Task requirements >>
The entries must be set down again word for word; no pictures belong in the copy.

Given information >>
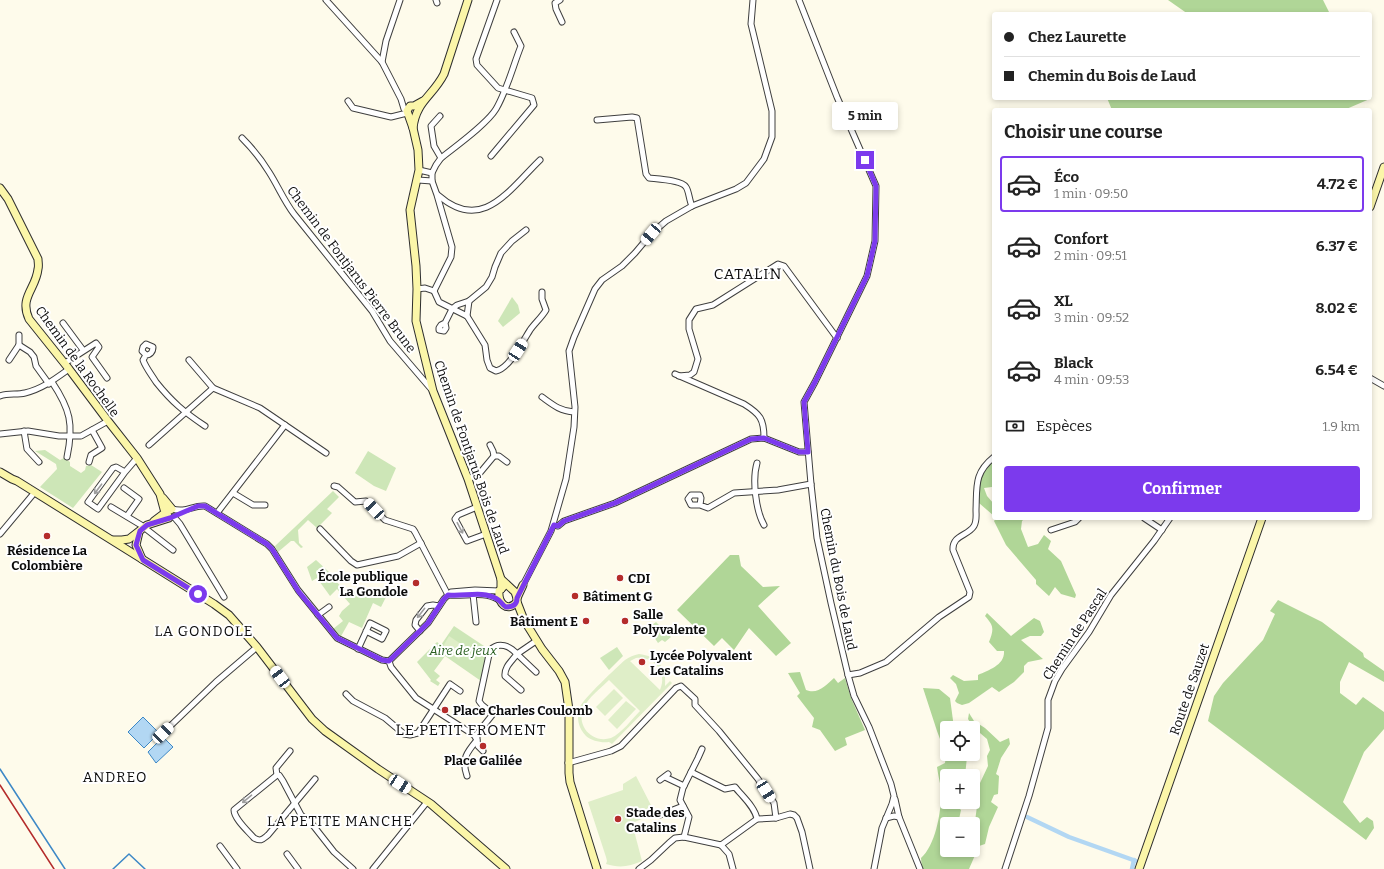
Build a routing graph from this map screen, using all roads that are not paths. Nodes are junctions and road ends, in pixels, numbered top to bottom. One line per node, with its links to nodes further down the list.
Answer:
1 (326, 0): 10 (street)
2 (400, 0): 10 (street)
3 (468, 0): 13 (street)
4 (497, 0): 11 (street)
5 (560, 0): 8 (street)
6 (753, 0): 28 (street)
7 (799, 0): 39 (street, Chemin du Bois de Laud)
8 (562, 22)
9 (514, 32): 11 (street)
10 (382, 62): 13 (street)
11 (504, 91): 17 (street); 18 (street)
12 (348, 102): 13 (street)
13 (411, 111): 21 (street, Chemin de Fontjarus Bois de Laud)
14 (440, 116): 18 (street)
15 (597, 120): 28 (street)
16 (242, 138): 52 (street, Chemin de Fontjarus Pierre Brune)
17 (491, 156)
18 (441, 158): 22 (street)
19 (540, 160): 26 (street)
20 (1384, 167): 27 (street)
21 (419, 170): 22 (street); 23 (street, Chemin de Fontjarus Bois de Laud)
22 (432, 172): 24 (street)
23 (418, 180): 24 (street); 30 (street, Chemin de Fontjarus Bois de Laud)
24 (432, 181): 26 (street)
25 (0, 188): 46 (street, Chemin de la Rochelle)
26 (437, 195): 31 (street)
27 (1372, 201)
28 (692, 206): 55 (street)
29 (526, 230): 33 (street)
30 (418, 289): 31 (street); 52 (street, Chemin de Fontjarus Bois de Laud)
31 (434, 291): 34 (street)
32 (542, 292): 35 (street)
33 (469, 301): 34 (street); 35 (street)
34 (452, 309): 35 (street); 37 (street)
35 (467, 316)
36 (63, 323): 42 (street)
37 (445, 323)
38 (19, 335): 40 (street)
39 (837, 338): 64 (street); 67 (street, Chemin du Bois de Laud)
40 (20, 345): 44 (street); 49 (street)
41 (150, 345): 56 (street)
42 (84, 349): 43 (street); 43 (street); 46 (street)
43 (92, 357): 47 (street)
44 (9, 360)
45 (189, 360): 51 (street)
46 (67, 366): 49 (street); 57 (street, Chemin de la Rochelle)
47 (107, 378)
48 (1372, 379): 50 (street)
49 (50, 383): 53 (street); 63 (street)
50 (1384, 386)
51 (213, 388): 56 (street); 58 (street)
52 (433, 391): 80 (street, Chemin de Fontjarus Bois de Laud)
53 (0, 396)
54 (542, 397): 55 (street)
55 (574, 412): 97 (street)
56 (185, 413): 59 (street); 65 (street)
57 (108, 422): 60 (street); 71 (street, Chemin de la Rochelle)
58 (285, 425): 68 (street); 87 (street)
59 (205, 426)
60 (92, 430): 63 (street); 74 (street)
61 (24, 431): 62 (street); 63 (street); 73 (street)
62 (0, 434)
63 (71, 436): 70 (street)
64 (764, 438): 67 (street); 103 (street)
65 (149, 445)
66 (490, 445): 69 (street)
67 (808, 452): 82 (street, Chemin du Bois de Laud)
68 (326, 453)
69 (494, 456): 75 (street); 80 (street)
70 (67, 457)
71 (137, 458): 79 (street); 94 (street, Chemin de la Rochelle)
72 (992, 459): 143 (street)
73 (39, 462)
74 (89, 462)
75 (507, 462)
76 (757, 463): 85 (street)
77 (0, 468): 81 (street)
78 (0, 472): 81 (street)
79 (125, 472): 79 (street, one-way to 79)
80 (468, 479): 90 (street, Chemin de Fontjarus Bois de Laud)
81 (17, 481): 86 (street)
82 (811, 484): 85 (street); 143 (street, Chemin du Bois de Laud)
83 (334, 486): 116 (street)
84 (124, 488): 96 (street)
85 (756, 491): 88 (street); 107 (street)
86 (35, 492): 112 (street); 115 (street)
87 (233, 493): 89 (street); 93 (street)
88 (700, 505)
89 (265, 506)
90 (477, 507): 113 (street, Chemin de Fontjarus Bois de Laud); 113 (street, one-way to 113)
91 (111, 508): 96 (street)
92 (188, 510): 93 (street); 94 (street); 95 (street)
93 (217, 513): 132 (street)
94 (170, 514): 95 (street); 104 (street, Chemin de la Rochelle); 108 (street)
95 (180, 514): 104 (street)
96 (127, 516): 108 (street)
97 (556, 518): 103 (street); 106 (street)
98 (1069, 520): 105 (street)
99 (1077, 520): 105 (street)
100 (1147, 520): 111 (street)
101 (1169, 520): 111 (street, Chemin de Pascal)
102 (1261, 520): 187 (street, Route de Sauzet)
103 (564, 521): 106 (street)
104 (180, 524): 126 (street, Chemin de la Rochelle)
105 (1071, 524): 110 (street)
106 (554, 525): 122 (street)
107 (764, 525)
108 (141, 529): 114 (street); 117 (street); 119 (street)
109 (320, 529): 116 (street)
110 (1051, 530)
111 (1162, 530): 186 (street, Chemin de Pascal)
112 (0, 534)
113 (486, 534): 121 (street, Chemin de Fontjarus Bois de Laud)
114 (129, 539): 115 (street); 118 (street)
115 (113, 540): 118 (street)
116 (421, 543): 125 (street)
117 (136, 545): 118 (street); 120 (street)
118 (127, 550): 120 (street)
119 (174, 550)
120 (144, 561): 138 (street)
121 (501, 579): 123 (street); 123 (street)
122 (523, 585): 123 (street); 128 (street)
123 (502, 589): 125 (street); 127 (street); 128 (street)
124 (473, 594): 125 (street); 127 (street); 134 (street)
125 (448, 595): 129 (street)
126 (224, 597)
127 (499, 600): 131 (street)
128 (517, 600): 131 (street); 133 (street)
129 (439, 606): 136 (street); 136 (street, one-way to 136)
130 (329, 607): 132 (street)
131 (509, 607): 133 (street)
132 (318, 615): 139 (street)
133 (524, 620): 137 (street)
134 (476, 622)
135 (366, 631): 139 (street)
136 (420, 631): 141 (street)
137 (536, 641): 140 (street); 153 (street)
138 (257, 647): 148 (street); 161 (street)
139 (358, 648): 141 (street)
140 (517, 654): 142 (street); 144 (street); 149 (street)
141 (389, 661): 147 (street)
142 (536, 672)
143 (848, 675): 160 (street, Chemin du Bois de Laud)
144 (521, 690)
145 (460, 691): 147 (street)
146 (346, 694): 147 (street)
147 (433, 708): 149 (street)
148 (163, 733)
149 (478, 740): 152 (street); 156 (street)
150 (702, 749): 154 (street)
151 (290, 751): 155 (street)
152 (483, 751)
153 (568, 763): 166 (street); 170 (street)
154 (691, 772): 159 (street); 168 (street)
155 (277, 775): 162 (street); 162 (street, one-way to 162)
156 (467, 776)
157 (665, 777): 159 (street)
158 (314, 779): 162 (street)
159 (684, 786): 163 (street)
160 (894, 796): 165 (street, Chemin du Bois de Laud); 167 (street)
161 (427, 802): 174 (street); 178 (street)
162 (295, 803): 177 (street)
163 (683, 806): 164 (street); 169 (street)
164 (660, 815)
165 (899, 817): 167 (street); 185 (street, Chemin du Bois de Laud)
166 (776, 818): 168 (street); 183 (street)
167 (886, 818): 184 (street)
168 (757, 819): 171 (street)
169 (684, 837): 171 (street); 181 (street)
170 (589, 843): 179 (street); 180 (street)
171 (721, 845): 182 (street)
172 (220, 846): 175 (street)
173 (287, 854): 176 (street)
174 (376, 868)
175 (237, 869)
176 (298, 869)
177 (352, 869)
178 (506, 869)
179 (597, 869)
180 (600, 869)
181 (639, 869)
182 (733, 869)
183 (810, 869)
184 (874, 869)
185 (920, 869)
186 (1005, 869)
187 (1140, 869)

Expected output >>
Build a routing graph from this map screen, using all roads that are not paths. Nodes are junctions and road ends, in pixels, numbered top to bottom. One line per node, with its links to nodes further down the list.
Answer:
1 (326, 0): 10 (street)
2 (400, 0): 10 (street)
3 (468, 0): 13 (street)
4 (497, 0): 11 (street)
5 (560, 0): 8 (street)
6 (753, 0): 28 (street)
7 (799, 0): 39 (street, Chemin du Bois de Laud)
8 (562, 22)
9 (514, 32): 11 (street)
10 (382, 62): 13 (street)
11 (504, 91): 17 (street); 18 (street)
12 (348, 102): 13 (street)
13 (411, 111): 21 (street, Chemin de Fontjarus Bois de Laud)
14 (440, 116): 18 (street)
15 (597, 120): 28 (street)
16 (242, 138): 52 (street, Chemin de Fontjarus Pierre Brune)
17 (491, 156)
18 (441, 158): 22 (street)
19 (540, 160): 26 (street)
20 (1384, 167): 27 (street)
21 (419, 170): 22 (street); 23 (street, Chemin de Fontjarus Bois de Laud)
22 (432, 172): 24 (street)
23 (418, 180): 24 (street); 30 (street, Chemin de Fontjarus Bois de Laud)
24 (432, 181): 26 (street)
25 (0, 188): 46 (street, Chemin de la Rochelle)
26 (437, 195): 31 (street)
27 (1372, 201)
28 (692, 206): 55 (street)
29 (526, 230): 33 (street)
30 (418, 289): 31 (street); 52 (street, Chemin de Fontjarus Bois de Laud)
31 (434, 291): 34 (street)
32 (542, 292): 35 (street)
33 (469, 301): 34 (street); 35 (street)
34 (452, 309): 35 (street); 37 (street)
35 (467, 316)
36 (63, 323): 42 (street)
37 (445, 323)
38 (19, 335): 40 (street)
39 (837, 338): 64 (street); 67 (street, Chemin du Bois de Laud)
40 (20, 345): 44 (street); 49 (street)
41 (150, 345): 56 (street)
42 (84, 349): 43 (street); 43 (street); 46 (street)
43 (92, 357): 47 (street)
44 (9, 360)
45 (189, 360): 51 (street)
46 (67, 366): 49 (street); 57 (street, Chemin de la Rochelle)
47 (107, 378)
48 (1372, 379): 50 (street)
49 (50, 383): 53 (street); 63 (street)
50 (1384, 386)
51 (213, 388): 56 (street); 58 (street)
52 (433, 391): 80 (street, Chemin de Fontjarus Bois de Laud)
53 (0, 396)
54 (542, 397): 55 (street)
55 (574, 412): 97 (street)
56 (185, 413): 59 (street); 65 (street)
57 (108, 422): 60 (street); 71 (street, Chemin de la Rochelle)
58 (285, 425): 68 (street); 87 (street)
59 (205, 426)
60 (92, 430): 63 (street); 74 (street)
61 (24, 431): 62 (street); 63 (street); 73 (street)
62 (0, 434)
63 (71, 436): 70 (street)
64 (764, 438): 67 (street); 103 (street)
65 (149, 445)
66 (490, 445): 69 (street)
67 (808, 452): 82 (street, Chemin du Bois de Laud)
68 (326, 453)
69 (494, 456): 75 (street); 80 (street)
70 (67, 457)
71 (137, 458): 79 (street); 94 (street, Chemin de la Rochelle)
72 (992, 459): 143 (street)
73 (39, 462)
74 (89, 462)
75 (507, 462)
76 (757, 463): 85 (street)
77 (0, 468): 81 (street)
78 (0, 472): 81 (street)
79 (125, 472): 79 (street, one-way to 79)
80 (468, 479): 90 (street, Chemin de Fontjarus Bois de Laud)
81 (17, 481): 86 (street)
82 (811, 484): 85 (street); 143 (street, Chemin du Bois de Laud)
83 (334, 486): 116 (street)
84 (124, 488): 96 (street)
85 (756, 491): 88 (street); 107 (street)
86 (35, 492): 112 (street); 115 (street)
87 (233, 493): 89 (street); 93 (street)
88 (700, 505)
89 (265, 506)
90 (477, 507): 113 (street, Chemin de Fontjarus Bois de Laud); 113 (street, one-way to 113)
91 (111, 508): 96 (street)
92 (188, 510): 93 (street); 94 (street); 95 (street)
93 (217, 513): 132 (street)
94 (170, 514): 95 (street); 104 (street, Chemin de la Rochelle); 108 (street)
95 (180, 514): 104 (street)
96 (127, 516): 108 (street)
97 (556, 518): 103 (street); 106 (street)
98 (1069, 520): 105 (street)
99 (1077, 520): 105 (street)
100 (1147, 520): 111 (street)
101 (1169, 520): 111 (street, Chemin de Pascal)
102 (1261, 520): 187 (street, Route de Sauzet)
103 (564, 521): 106 (street)
104 (180, 524): 126 (street, Chemin de la Rochelle)
105 (1071, 524): 110 (street)
106 (554, 525): 122 (street)
107 (764, 525)
108 (141, 529): 114 (street); 117 (street); 119 (street)
109 (320, 529): 116 (street)
110 (1051, 530)
111 (1162, 530): 186 (street, Chemin de Pascal)
112 (0, 534)
113 (486, 534): 121 (street, Chemin de Fontjarus Bois de Laud)
114 (129, 539): 115 (street); 118 (street)
115 (113, 540): 118 (street)
116 (421, 543): 125 (street)
117 (136, 545): 118 (street); 120 (street)
118 (127, 550): 120 (street)
119 (174, 550)
120 (144, 561): 138 (street)
121 (501, 579): 123 (street); 123 (street)
122 (523, 585): 123 (street); 128 (street)
123 (502, 589): 125 (street); 127 (street); 128 (street)
124 (473, 594): 125 (street); 127 (street); 134 (street)
125 (448, 595): 129 (street)
126 (224, 597)
127 (499, 600): 131 (street)
128 (517, 600): 131 (street); 133 (street)
129 (439, 606): 136 (street); 136 (street, one-way to 136)
130 (329, 607): 132 (street)
131 (509, 607): 133 (street)
132 (318, 615): 139 (street)
133 (524, 620): 137 (street)
134 (476, 622)
135 (366, 631): 139 (street)
136 (420, 631): 141 (street)
137 (536, 641): 140 (street); 153 (street)
138 (257, 647): 148 (street); 161 (street)
139 (358, 648): 141 (street)
140 (517, 654): 142 (street); 144 (street); 149 (street)
141 (389, 661): 147 (street)
142 (536, 672)
143 (848, 675): 160 (street, Chemin du Bois de Laud)
144 (521, 690)
145 (460, 691): 147 (street)
146 (346, 694): 147 (street)
147 (433, 708): 149 (street)
148 (163, 733)
149 (478, 740): 152 (street); 156 (street)
150 (702, 749): 154 (street)
151 (290, 751): 155 (street)
152 (483, 751)
153 (568, 763): 166 (street); 170 (street)
154 (691, 772): 159 (street); 168 (street)
155 (277, 775): 162 (street); 162 (street, one-way to 162)
156 (467, 776)
157 (665, 777): 159 (street)
158 (314, 779): 162 (street)
159 (684, 786): 163 (street)
160 (894, 796): 165 (street, Chemin du Bois de Laud); 167 (street)
161 (427, 802): 174 (street); 178 (street)
162 (295, 803): 177 (street)
163 (683, 806): 164 (street); 169 (street)
164 (660, 815)
165 (899, 817): 167 (street); 185 (street, Chemin du Bois de Laud)
166 (776, 818): 168 (street); 183 (street)
167 (886, 818): 184 (street)
168 (757, 819): 171 (street)
169 (684, 837): 171 (street); 181 (street)
170 (589, 843): 179 (street); 180 (street)
171 (721, 845): 182 (street)
172 (220, 846): 175 (street)
173 (287, 854): 176 (street)
174 (376, 868)
175 (237, 869)
176 (298, 869)
177 (352, 869)
178 (506, 869)
179 (597, 869)
180 (600, 869)
181 (639, 869)
182 (733, 869)
183 (810, 869)
184 (874, 869)
185 (920, 869)
186 (1005, 869)
187 (1140, 869)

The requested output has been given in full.